A group that has been gathering petition signatures to ban Tucson's red light cameras turned them in Friday.
The group says it has more than enough signatures to put the question on the November ballot so voters can decide whether to keep the cameras.
The process began contentiously as petition organizer, John Kromko, began by criticizing the office of City Clerk Roger Randolph.
Kromko addressed the news media members present: "Come back and hang these guys by their thumbs okay if this doesn't work out because we're going out on a limb here.
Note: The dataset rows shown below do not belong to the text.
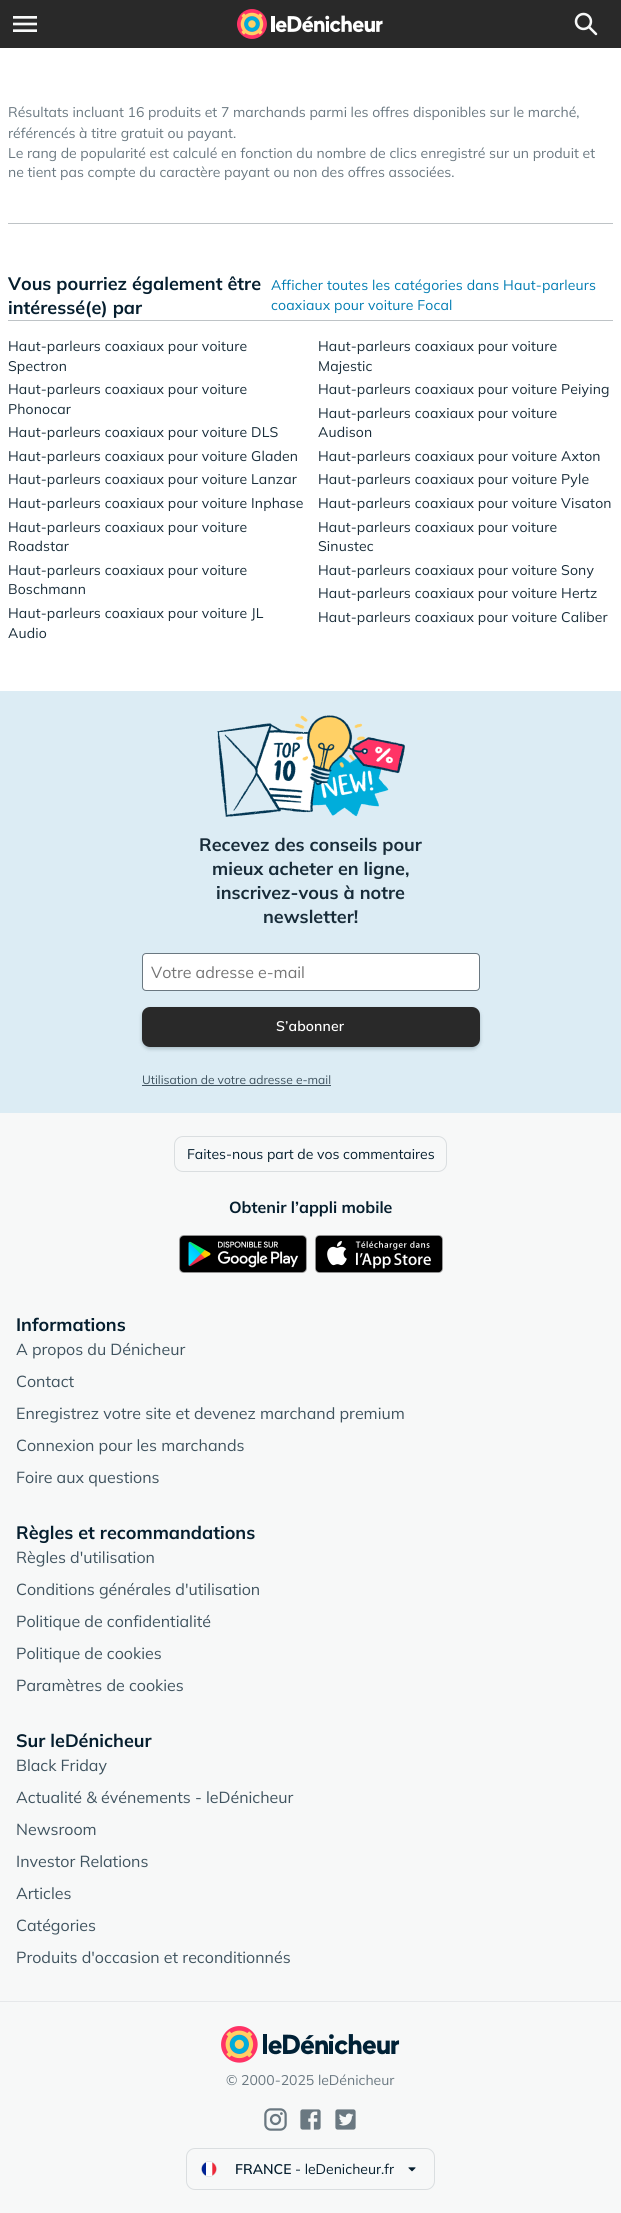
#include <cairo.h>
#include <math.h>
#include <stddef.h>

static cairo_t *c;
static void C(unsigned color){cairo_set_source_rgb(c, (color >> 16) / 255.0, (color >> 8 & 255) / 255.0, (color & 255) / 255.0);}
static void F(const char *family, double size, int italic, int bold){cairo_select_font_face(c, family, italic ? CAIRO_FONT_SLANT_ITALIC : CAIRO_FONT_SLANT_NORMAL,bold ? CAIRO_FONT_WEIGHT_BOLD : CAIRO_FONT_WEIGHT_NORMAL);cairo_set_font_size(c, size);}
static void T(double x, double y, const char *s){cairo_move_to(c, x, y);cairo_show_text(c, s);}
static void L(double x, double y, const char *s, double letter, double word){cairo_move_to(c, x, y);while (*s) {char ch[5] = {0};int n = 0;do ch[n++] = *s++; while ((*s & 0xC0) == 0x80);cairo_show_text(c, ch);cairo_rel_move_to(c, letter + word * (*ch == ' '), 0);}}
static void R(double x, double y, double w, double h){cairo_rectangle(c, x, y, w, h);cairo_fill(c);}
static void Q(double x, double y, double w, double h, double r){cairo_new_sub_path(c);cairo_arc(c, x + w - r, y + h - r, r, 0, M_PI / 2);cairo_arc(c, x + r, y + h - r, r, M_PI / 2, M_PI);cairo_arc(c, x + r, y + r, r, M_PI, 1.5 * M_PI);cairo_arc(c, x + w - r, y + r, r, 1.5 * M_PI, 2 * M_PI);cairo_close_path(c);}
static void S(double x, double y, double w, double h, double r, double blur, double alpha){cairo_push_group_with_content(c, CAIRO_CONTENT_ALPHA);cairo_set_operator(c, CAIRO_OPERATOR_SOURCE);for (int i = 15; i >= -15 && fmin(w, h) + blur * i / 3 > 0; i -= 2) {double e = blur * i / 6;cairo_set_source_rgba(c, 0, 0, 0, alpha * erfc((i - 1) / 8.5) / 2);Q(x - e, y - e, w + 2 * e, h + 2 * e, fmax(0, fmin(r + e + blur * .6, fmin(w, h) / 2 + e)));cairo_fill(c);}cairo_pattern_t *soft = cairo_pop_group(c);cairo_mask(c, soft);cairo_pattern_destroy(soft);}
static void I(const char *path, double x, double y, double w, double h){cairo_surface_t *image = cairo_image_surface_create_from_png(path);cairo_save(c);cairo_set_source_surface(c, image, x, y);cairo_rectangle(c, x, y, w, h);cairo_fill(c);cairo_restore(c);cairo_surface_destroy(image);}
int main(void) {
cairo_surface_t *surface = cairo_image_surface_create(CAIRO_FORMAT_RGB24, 621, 2213);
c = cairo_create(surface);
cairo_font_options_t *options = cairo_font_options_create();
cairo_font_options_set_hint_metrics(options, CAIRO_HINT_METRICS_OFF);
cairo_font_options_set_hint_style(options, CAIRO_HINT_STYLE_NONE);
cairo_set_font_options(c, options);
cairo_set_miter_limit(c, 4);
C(0xffffff);
cairo_paint(c);
C(0x292929);
R(0,0,621,48);
I("1.png",13,16,24,16);
I("2.png",237,9,146,30);
I("3.png",574,12,24,24);
F("Mulish",14,0,0);
C(0x6a7881);
T(8,117,"Résultats incluant 16 produits et 7 marchands parmi les offres disponibles sur le marché,");
T(8,138,"référencés à titre gratuit ou payant.");
T(8,158,"Le rang de popularité est calculé en fonction du nombre de clics enregistré sur un produit et");
T(8,177,"ne tient pas compte du caractère payant ou non des offres associées.");
C(0xbec3c6);
R(8,223,605,1);
R(8,320,605,1);
F("Mulish",18,0,1);
C(0x051e2e);
T(8,290,"Vous pourriez également être");
T(8,314,"intéressé(e) par");
F("Mulish",14,0,0);
C(0x007cb2);
L(271,290,"Afficher toutes les catégories dans Haut-parleurs",.15,0);
L(271,310,"coaxiaux pour voiture Focal",.15,0);
C(0x182c39);
L(8,351,"Haut-parleurs coaxiaux pour voiture",.15,0);
L(8,371,"Spectron",.15,0);
L(318,351,"Haut-parleurs coaxiaux pour voiture",.15,0);
L(318,371,"Majestic",.15,0);
L(8,394,"Haut-parleurs coaxiaux pour voiture",.15,0);
L(8,414,"Phonocar",.15,0);
L(318,394,"Haut-parleurs coaxiaux pour voiture Peiying",.15,0);
L(8,437,"Haut-parleurs coaxiaux pour voiture DLS",.15,0);
L(318,418,"Haut-parleurs coaxiaux pour voiture",.15,0);
L(318,437,"Audison",.15,0);
L(8,461,"Haut-parleurs coaxiaux pour voiture Gladen",.15,0);
L(318,461,"Haut-parleurs coaxiaux pour voiture Axton",.15,0);
L(8,484,"Haut-parleurs coaxiaux pour voiture Lanzar",.15,0);
L(318,484,"Haut-parleurs coaxiaux pour voiture Pyle",.15,0);
L(8,508,"Haut-parleurs coaxiaux pour voiture Inphase",.15,0);
L(318,508,"Haut-parleurs coaxiaux pour voiture Visaton",.15,0);
L(8,532,"Haut-parleurs coaxiaux pour voiture",.15,0);
L(8,551,"Roadstar",.15,0);
L(318,532,"Haut-parleurs coaxiaux pour voiture",.15,0);
L(318,551,"Sinustec",.15,0);
L(8,575,"Haut-parleurs coaxiaux pour voiture",.15,0);
L(8,594,"Boschmann",.15,0);
L(318,575,"Haut-parleurs coaxiaux pour voiture Sony",.15,0);
L(318,598,"Haut-parleurs coaxiaux pour voiture Hertz",.15,0);
L(8,618,"Haut-parleurs coaxiaux pour voiture JL",.15,0);
L(8,638,"Audio",.15,0);
L(318,622,"Haut-parleurs coaxiaux pour voiture Caliber",.15,0);
C(0xdcecf4);
R(0,691,621,422);
I("4.png",217,715,188,102);
F("Mulish",18,0,1);
C(0x182c39);
T(199,851,"Recevez des conseils pour");
T(212,875,"mieux acheter en ligne,");
T(216,899,"inscrivez-vous à notre");
T(263,923,"newsletter!");
C(0xffffff);
Q(142.5,953.5,337,37,3.5);
cairo_fill_preserve(c);
C(0x6a7881);
cairo_set_line_width(c,1);
cairo_stroke(c);
F("Mulish",16,0,0);
C(0x757575);
T(151,978,"Votre adresse e-mail");
C(0x051e2e);
S(142,1009,338,40,8,2,.24);
C(0x292929);
Q(142,1007,338,40,8);
cairo_fill(c);
F("Mulish SemiBold",14,0,0);
C(0xffffff);
L(276,1031,"S’abonner",.15,0);
F("Mulish",12,0,0);
C(0x3f535f);
T(142,1084,"Utilisation de votre adresse e-mail");
R(142,1085,189,1);
C(0xf7f8f8);
R(0,1113,621,888);
Q(174.5,1136.5,272,35,8.5);
C(0xdadee0);
cairo_stroke(c);
F("Mulish",14,0,0);
C(0x051e2e);
T(187,1159,"Faites-nous part de vos commentaires");
F("Mulish",16,0,1);
T(229,1213,"Obtenir l’appli mobile");
I("5.png",179,1235,128,38);
I("6.png",315,1235,128,38);
F("Mulish",18,0,1);
T(16,1331,"Informations");
F("Mulish",16,0,0);
C(0x3f535f);
T(16,1355,"A propos du Dénicheur");
T(16,1387,"Contact");
T(16,1419,"Enregistrez votre site et devenez marchand premium");
T(16,1451,"Connexion pour les marchands");
T(16,1483,"Foire aux questions");
F("Mulish",18,0,1);
C(0x051e2e);
T(16,1539,"Règles et recommandations");
F("Mulish",16,0,0);
C(0x3f535f);
T(16,1563,"Règles d'utilisation");
T(16,1595,"Conditions générales d'utilisation");
T(16,1627,"Politique de confidentialité");
T(16,1659,"Politique de cookies");
T(16,1691,"Paramètres de cookies");
F("Mulish",18,0,1);
C(0x051e2e);
T(16,1747,"Sur leDénicheur");
F("Mulish",16,0,0);
C(0x3f535f);
T(16,1771,"Black Friday");
T(16,1803,"Actualité & événements - leDénicheur");
T(16,1835,"Newsroom");
T(16,1867,"Investor Relations");
T(16,1899,"Articles");
T(16,1931,"Catégories");
T(16,1963,"Produits d'occasion et reconditionnés");
C(0xf7f8f8);
R(0,2002,621,211);
C(0xe6e8ea);
R(0,2001,621,1);
I("7.png",221,2026,179,37);
F("Mulish",14,0,0);
C(0x6a7881);
T(226,2085,"© 2000-2025 leDénicheur");
I("8.png",264,2108,23,23);
I("9.png",300,2109,21,21);
I("10.png",335,2109,21,21);
Q(186.5,2148.5,248,41,8.5);
C(0xdadee0);
cairo_stroke(c);
I("11.png",201,2161,16,16);
F("Mulish SemiBold",14,0,0);
C(0x051e2e);
T(235,2174,"FRANCE");
F("Mulish",14,0,0);
T(295,2174,"- leDenicheur.fr");
I("12.png",408,2167,8,5);
cairo_surface_write_to_png(surface, "o.png");
cairo_font_options_destroy(options);
cairo_destroy(c);
cairo_surface_destroy(surface);
return 0;
}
They're going to give me a receipt that isn't worth very much.
Randolph responded, "John, you're questioning my integrity and I have a real issue with that.
Randolph: "Because this office has got strong integrity."
Kromko: "If you would ahh."
Randolph: "If you would question that in the press then I take exception to that."
Kromko, a former legislator, is heading the Tucson Traffic Justice Committee that wants to ban red light cameras at Tucson intersections.
"We all know cameras are a scam and we have to work on that," said Kromko. "A lot of people still think it's about safety. They don't realize this city has turned over enforcement to a private, profit-making company who lobbied the legislature to set traps for citizens."
Tucson Police say they are proven to reduce collisions and make intersections safer.
"We have statistical data that's been kept since each one of these has been implemented that shows that they change driver behavior," said Sgt. Chris Widmer of Tucson Police. "They decrease collisions and that's a big thing that has us sold on them and that's why we support them."
The petition backers contend the cameras merely are revenue generators.
After the short confrontation, Kromko and his group handed over the petitions to the City Clerk Randolph.
Randolph's office counted the pages in front of Kromko and this group, then securely packed the petitions in boxes.
Both Kromko and Randolph signed their names on the boxes which were then put into a vault at city hall.
Randolph says the boxes will not be touched until Monday when they are opened with representatives of Kromko's group present.
That's when the signatures will be counted and a sample sent to the Pima County Recorders office for verification.
The camera opponents say they gathered about 22,000 signatures.
They need 12,730 to put the question on the November 5th ballot.